Di concerto con il Capitolo della Cattedrale si è scelto di lasciare l’intera area aperta al pubblico, senza evidenziarne i limiti di proprietà in modo da ottenere una sorta di percorso fluido che prosegue della piazza centrale fino all’area absidale.



La parete di fondo verso ovest è diventata nel progetto una sorta di “muro della memoria”, una superficie trattata in modo plastico per raccontare e ricordare la storia del luogo, un segno che dia senso alla storia della città ferita. La realizzazione di quest’idea è stata possibile anche grazie al lavoro del Maestro Maurizio Bonora che, interpretando le intuizioni dei progettisti, ha dato forma artistica alla materia della parete.
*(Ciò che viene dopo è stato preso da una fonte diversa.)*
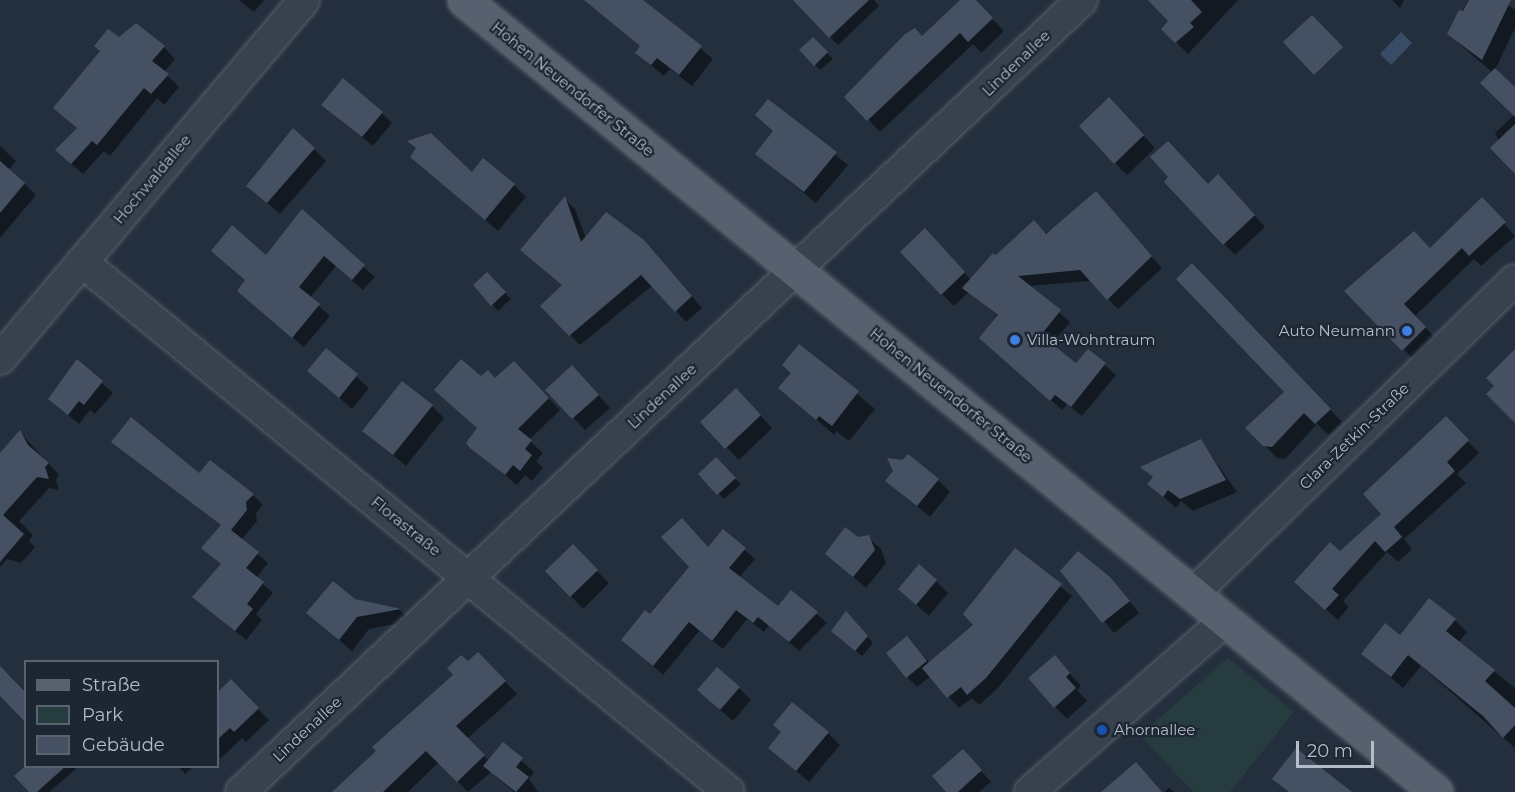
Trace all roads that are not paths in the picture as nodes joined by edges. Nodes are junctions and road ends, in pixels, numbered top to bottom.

Il progetto è stato finanziato con fondi dell’ Unione Europea, all’interno di un Programma Interregionale per la valorizzazione dei siti Unesco, del Ministero per i Beni e le Attività Culturali e del Comune di Ferrara per un importo complessivo di 453.290 €.

Le ditte esecutrici dei lavori: EDIL AR.VA. di Ferrara, Pedretti Marmi di Ferrara, Ditta Maffei di Ariano Polesine per le opere in ferro.